GHSA-6j27-pc5c-m8w8

Summary

In openclaw npm releases up to and including 2026.2.21-2, approving wrapped system.run commands with allow-always in security=allowlist mode could persist wrapper-level allowlist entries and enable later approval-bypass execution of different inner payloads.

Affected Packages / Versions

• Package: openclaw (npm)
• Affected versions: <= 2026.2.21-2
• Planned patched version: 2026.2.22

Details

allow-always persistence was based on wrapper-level resolution instead of stable inner executable intent. A benign approved wrapper invocation could therefore broaden future trust boundaries.

Affected paths included gateway and node-host execution approval persistence flows.
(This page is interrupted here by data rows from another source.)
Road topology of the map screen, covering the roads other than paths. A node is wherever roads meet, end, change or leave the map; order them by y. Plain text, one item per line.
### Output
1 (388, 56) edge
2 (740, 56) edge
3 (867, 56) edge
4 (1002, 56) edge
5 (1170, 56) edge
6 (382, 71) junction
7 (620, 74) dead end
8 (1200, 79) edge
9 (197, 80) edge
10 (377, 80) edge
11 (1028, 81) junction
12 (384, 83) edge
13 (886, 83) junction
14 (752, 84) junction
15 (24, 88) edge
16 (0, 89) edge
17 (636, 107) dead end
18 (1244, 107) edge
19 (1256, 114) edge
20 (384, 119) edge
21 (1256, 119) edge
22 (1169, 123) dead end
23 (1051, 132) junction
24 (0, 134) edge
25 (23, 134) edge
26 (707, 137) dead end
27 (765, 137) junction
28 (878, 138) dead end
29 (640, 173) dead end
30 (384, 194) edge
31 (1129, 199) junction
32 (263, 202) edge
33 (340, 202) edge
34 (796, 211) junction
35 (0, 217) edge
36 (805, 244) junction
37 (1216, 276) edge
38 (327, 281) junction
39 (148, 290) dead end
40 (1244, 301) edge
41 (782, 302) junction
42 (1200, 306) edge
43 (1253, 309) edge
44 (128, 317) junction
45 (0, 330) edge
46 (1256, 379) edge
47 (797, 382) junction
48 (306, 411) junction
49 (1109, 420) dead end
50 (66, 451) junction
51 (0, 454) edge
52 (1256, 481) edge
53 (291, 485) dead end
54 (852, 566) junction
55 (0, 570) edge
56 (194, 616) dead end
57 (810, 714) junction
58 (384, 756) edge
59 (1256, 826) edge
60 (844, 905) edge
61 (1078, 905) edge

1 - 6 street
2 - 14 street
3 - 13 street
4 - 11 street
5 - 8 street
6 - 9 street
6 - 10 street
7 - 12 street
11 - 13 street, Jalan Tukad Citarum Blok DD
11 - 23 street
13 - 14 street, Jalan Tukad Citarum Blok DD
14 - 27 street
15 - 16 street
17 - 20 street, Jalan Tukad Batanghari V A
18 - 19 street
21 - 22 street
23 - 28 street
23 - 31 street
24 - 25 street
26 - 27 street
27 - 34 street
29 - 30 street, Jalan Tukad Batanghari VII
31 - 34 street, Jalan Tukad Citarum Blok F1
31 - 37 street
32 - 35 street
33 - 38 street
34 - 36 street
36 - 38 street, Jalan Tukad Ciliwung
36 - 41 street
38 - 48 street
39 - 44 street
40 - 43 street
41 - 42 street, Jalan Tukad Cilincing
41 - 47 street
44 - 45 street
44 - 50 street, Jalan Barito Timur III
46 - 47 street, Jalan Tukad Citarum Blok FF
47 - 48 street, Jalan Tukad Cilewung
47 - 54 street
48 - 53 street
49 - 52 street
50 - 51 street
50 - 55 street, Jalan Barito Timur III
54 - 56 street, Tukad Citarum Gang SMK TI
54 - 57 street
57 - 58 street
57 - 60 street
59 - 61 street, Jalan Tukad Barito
The fix now persists inner executable paths for known dispatch-wrapper chains (env, nice, nohup, stdbuf, timeout) and fails closed when safe unwrapping cannot be derived.

Impact

Authorization boundary bypass in allowlist mode, potentially leading to approval-free command execution (RCE class) on subsequent wrapped invocations.

Mitigation

Upgrade to 2026.2.22 (planned next release) or run with stricter exec policy (ask=always / security=deny) until upgraded.

Fix Commit(s)

• 24c954d972400f508814532dea0e4dcb38418bb0

Release Process Note

patched_versions is pre-set to 2026.2.22 so this advisory is publish-ready; publish after the npm release is live.

OpenClaw thanks @tdjackey for reporting.